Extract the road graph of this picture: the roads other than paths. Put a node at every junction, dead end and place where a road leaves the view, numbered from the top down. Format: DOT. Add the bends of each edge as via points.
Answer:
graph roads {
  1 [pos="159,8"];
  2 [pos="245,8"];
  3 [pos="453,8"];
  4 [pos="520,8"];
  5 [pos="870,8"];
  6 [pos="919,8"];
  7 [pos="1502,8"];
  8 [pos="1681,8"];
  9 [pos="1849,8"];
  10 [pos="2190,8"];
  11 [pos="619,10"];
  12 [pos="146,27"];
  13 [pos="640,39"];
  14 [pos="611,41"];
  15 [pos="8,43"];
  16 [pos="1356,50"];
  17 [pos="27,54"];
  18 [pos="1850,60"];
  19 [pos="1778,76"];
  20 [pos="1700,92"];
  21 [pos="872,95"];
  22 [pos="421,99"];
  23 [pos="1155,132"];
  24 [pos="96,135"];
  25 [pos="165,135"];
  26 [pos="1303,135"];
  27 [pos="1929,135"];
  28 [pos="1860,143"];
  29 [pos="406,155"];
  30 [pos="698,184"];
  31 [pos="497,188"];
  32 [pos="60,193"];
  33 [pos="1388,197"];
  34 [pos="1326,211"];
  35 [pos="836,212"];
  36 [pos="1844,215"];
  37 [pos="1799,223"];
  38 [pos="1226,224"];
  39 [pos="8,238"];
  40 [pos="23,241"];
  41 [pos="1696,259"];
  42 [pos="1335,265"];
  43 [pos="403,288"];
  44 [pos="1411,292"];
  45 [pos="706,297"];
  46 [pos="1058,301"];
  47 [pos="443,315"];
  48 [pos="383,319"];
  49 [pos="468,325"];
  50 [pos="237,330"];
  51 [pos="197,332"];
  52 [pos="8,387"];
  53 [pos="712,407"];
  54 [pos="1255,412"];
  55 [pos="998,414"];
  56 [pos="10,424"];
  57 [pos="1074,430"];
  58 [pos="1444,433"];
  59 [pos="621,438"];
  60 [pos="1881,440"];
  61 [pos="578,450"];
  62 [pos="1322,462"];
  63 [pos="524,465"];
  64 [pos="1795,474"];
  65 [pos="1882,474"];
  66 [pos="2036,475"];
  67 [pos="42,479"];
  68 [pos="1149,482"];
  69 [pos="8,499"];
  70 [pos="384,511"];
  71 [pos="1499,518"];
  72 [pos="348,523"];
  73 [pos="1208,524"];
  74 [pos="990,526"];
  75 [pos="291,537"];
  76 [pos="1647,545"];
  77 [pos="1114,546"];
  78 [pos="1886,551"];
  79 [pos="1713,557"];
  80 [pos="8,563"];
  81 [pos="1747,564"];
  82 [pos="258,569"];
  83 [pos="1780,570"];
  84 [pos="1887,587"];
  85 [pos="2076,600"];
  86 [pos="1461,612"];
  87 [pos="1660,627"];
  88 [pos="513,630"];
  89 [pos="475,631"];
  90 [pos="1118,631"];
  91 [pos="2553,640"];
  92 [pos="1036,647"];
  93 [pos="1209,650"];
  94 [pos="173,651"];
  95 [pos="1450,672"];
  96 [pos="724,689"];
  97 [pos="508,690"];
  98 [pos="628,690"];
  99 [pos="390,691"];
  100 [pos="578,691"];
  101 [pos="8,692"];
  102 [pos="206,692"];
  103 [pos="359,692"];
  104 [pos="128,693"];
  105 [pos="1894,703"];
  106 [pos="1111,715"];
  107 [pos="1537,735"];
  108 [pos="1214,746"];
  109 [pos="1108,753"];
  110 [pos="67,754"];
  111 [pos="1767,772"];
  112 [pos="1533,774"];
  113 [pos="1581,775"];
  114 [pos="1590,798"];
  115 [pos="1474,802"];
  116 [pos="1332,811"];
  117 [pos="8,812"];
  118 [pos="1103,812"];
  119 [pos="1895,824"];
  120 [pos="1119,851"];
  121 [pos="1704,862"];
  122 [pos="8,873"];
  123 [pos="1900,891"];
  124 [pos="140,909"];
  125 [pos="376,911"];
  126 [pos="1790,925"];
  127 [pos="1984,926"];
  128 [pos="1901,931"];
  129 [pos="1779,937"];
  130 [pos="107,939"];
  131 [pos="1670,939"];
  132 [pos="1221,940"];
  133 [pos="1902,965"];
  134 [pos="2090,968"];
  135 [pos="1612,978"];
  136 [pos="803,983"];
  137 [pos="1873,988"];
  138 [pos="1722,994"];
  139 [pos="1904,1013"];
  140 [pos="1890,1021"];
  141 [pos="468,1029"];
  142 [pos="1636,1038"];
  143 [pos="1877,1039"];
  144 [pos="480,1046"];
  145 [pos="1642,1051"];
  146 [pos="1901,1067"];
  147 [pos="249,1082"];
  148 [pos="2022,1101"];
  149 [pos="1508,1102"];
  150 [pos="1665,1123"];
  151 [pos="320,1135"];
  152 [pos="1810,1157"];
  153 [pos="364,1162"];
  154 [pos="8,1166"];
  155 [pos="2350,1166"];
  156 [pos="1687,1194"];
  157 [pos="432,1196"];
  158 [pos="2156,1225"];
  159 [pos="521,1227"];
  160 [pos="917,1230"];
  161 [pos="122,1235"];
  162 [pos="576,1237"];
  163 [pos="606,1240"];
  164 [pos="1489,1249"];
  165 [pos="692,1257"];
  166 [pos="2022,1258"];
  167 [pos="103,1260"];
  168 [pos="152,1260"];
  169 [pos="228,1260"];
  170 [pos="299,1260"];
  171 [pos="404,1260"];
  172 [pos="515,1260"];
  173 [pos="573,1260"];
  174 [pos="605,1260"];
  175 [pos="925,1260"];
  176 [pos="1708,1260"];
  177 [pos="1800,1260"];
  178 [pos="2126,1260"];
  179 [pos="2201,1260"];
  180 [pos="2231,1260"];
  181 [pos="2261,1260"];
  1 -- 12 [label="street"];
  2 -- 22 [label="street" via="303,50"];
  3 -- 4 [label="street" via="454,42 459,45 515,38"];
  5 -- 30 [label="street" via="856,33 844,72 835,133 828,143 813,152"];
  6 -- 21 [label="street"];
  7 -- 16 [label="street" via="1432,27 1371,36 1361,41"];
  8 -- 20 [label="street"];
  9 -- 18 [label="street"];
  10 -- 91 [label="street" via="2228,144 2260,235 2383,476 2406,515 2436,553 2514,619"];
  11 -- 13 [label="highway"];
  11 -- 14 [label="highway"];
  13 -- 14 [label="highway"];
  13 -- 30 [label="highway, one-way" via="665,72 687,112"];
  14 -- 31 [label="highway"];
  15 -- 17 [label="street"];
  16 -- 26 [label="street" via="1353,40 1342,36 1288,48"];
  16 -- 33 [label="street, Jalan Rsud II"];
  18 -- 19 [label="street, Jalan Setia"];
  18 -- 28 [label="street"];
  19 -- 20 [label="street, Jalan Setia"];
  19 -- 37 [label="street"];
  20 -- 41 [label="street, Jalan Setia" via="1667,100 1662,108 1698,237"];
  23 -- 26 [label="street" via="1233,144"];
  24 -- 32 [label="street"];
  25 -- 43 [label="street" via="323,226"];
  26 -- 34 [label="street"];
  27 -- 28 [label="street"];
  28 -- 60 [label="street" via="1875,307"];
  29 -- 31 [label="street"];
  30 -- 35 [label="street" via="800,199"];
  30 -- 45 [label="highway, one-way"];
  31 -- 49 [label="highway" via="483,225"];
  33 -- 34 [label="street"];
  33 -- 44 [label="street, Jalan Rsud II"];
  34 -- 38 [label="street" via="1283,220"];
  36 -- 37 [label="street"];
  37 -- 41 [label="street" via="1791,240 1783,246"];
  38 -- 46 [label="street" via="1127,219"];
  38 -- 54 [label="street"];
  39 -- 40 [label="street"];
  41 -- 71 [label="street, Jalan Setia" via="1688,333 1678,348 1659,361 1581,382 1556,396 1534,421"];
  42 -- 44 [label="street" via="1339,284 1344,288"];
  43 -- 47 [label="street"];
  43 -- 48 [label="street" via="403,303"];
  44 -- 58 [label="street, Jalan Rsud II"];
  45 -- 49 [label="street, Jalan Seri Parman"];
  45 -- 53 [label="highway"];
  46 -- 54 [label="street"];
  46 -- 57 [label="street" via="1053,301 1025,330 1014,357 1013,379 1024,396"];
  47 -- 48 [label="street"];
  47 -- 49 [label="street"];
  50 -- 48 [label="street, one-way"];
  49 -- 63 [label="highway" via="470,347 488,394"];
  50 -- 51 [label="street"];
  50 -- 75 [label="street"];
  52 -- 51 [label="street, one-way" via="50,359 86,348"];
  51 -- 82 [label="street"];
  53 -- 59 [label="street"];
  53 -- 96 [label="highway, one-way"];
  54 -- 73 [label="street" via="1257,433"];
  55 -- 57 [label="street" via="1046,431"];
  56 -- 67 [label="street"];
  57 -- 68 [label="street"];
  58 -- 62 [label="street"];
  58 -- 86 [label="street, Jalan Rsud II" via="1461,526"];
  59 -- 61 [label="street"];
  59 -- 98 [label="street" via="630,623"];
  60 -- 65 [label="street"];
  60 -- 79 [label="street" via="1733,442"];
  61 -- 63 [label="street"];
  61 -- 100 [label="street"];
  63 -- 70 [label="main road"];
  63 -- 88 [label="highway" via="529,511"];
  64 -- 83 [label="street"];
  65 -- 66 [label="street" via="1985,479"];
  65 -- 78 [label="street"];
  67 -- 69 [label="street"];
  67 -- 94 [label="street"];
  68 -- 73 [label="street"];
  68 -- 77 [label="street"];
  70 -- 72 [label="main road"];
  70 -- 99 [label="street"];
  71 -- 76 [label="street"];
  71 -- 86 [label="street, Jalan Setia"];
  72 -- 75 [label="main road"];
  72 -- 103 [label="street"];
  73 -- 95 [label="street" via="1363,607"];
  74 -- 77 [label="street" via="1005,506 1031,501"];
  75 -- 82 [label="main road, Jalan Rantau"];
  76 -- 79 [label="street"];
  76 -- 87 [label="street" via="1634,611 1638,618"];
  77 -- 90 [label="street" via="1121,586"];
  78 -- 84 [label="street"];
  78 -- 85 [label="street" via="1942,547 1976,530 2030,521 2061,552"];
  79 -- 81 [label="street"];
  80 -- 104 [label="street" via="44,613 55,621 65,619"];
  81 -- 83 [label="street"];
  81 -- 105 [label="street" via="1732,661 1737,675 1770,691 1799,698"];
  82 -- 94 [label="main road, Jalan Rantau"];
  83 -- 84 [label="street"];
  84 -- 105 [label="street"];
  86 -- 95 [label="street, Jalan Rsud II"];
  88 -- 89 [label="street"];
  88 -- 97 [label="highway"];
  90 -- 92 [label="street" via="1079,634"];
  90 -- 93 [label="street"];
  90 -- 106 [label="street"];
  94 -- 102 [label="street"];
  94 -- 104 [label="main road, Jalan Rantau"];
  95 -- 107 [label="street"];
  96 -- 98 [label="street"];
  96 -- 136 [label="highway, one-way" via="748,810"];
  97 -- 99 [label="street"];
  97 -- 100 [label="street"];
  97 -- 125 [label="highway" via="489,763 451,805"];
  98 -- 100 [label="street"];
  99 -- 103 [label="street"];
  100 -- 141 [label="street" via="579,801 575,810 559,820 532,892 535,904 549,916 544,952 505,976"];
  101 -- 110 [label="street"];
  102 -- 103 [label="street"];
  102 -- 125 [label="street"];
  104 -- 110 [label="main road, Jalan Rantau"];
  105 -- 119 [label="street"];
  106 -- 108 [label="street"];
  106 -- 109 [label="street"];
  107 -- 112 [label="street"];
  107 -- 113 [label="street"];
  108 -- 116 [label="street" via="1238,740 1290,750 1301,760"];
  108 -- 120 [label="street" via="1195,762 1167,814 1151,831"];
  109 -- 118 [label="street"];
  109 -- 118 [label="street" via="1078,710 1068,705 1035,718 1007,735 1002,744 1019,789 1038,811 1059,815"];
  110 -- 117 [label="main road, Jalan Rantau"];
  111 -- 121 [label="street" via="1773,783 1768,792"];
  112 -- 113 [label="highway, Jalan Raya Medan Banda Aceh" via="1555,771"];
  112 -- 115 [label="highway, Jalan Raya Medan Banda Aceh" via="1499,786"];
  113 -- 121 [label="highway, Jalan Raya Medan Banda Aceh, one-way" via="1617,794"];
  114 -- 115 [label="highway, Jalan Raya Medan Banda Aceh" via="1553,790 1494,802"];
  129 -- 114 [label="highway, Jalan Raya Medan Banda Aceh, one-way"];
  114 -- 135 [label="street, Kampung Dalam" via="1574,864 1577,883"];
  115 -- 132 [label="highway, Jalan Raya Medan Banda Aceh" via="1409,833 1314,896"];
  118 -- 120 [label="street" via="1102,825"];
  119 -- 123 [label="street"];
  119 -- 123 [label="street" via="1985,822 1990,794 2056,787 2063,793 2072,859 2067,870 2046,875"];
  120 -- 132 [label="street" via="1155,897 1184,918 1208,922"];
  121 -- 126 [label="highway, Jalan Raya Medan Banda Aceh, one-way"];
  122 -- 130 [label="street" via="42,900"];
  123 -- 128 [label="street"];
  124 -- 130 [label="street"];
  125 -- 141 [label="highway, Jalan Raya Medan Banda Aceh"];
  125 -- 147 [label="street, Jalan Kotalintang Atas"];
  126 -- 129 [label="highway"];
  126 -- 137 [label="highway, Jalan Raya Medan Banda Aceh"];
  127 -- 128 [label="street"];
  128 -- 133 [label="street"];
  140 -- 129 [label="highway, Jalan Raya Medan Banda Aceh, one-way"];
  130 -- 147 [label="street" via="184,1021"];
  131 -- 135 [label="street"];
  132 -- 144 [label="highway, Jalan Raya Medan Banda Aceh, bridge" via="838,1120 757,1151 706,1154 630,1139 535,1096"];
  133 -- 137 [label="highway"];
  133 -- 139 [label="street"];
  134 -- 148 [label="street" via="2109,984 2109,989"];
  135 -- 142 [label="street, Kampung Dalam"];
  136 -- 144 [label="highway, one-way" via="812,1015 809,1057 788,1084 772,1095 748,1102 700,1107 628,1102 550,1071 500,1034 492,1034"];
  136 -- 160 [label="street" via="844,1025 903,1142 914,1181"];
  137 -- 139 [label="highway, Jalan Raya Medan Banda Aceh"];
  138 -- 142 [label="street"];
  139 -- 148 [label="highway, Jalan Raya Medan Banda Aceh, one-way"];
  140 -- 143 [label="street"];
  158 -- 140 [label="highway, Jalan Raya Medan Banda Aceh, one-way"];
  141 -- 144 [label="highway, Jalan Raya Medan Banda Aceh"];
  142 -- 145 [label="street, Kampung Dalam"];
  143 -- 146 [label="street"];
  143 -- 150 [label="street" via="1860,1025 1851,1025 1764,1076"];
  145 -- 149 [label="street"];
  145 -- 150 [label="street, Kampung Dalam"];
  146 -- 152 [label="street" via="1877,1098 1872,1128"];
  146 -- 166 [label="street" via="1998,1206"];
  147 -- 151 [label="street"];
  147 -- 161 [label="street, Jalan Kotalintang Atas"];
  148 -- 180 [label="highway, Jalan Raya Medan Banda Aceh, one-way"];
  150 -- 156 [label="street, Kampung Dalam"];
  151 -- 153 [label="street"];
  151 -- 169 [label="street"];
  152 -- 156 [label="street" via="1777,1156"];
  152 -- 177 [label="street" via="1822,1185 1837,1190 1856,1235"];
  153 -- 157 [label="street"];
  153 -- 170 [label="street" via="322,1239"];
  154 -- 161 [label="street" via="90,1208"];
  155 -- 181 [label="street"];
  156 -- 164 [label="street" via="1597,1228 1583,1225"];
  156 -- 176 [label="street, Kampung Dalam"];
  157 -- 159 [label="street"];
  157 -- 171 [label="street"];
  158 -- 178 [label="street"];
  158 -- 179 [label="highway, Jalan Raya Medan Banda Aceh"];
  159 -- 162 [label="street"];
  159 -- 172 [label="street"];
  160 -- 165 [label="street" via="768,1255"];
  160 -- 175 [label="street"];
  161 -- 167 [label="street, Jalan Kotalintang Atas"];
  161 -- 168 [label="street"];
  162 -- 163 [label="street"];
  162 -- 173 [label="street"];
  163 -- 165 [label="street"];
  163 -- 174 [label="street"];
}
------------------------------------------------------------------------
# [Problem to solve]
Only a number is expected here: the tally of lines above that contain "Rantau". Please write nothing more.

# [Reply to the task]
5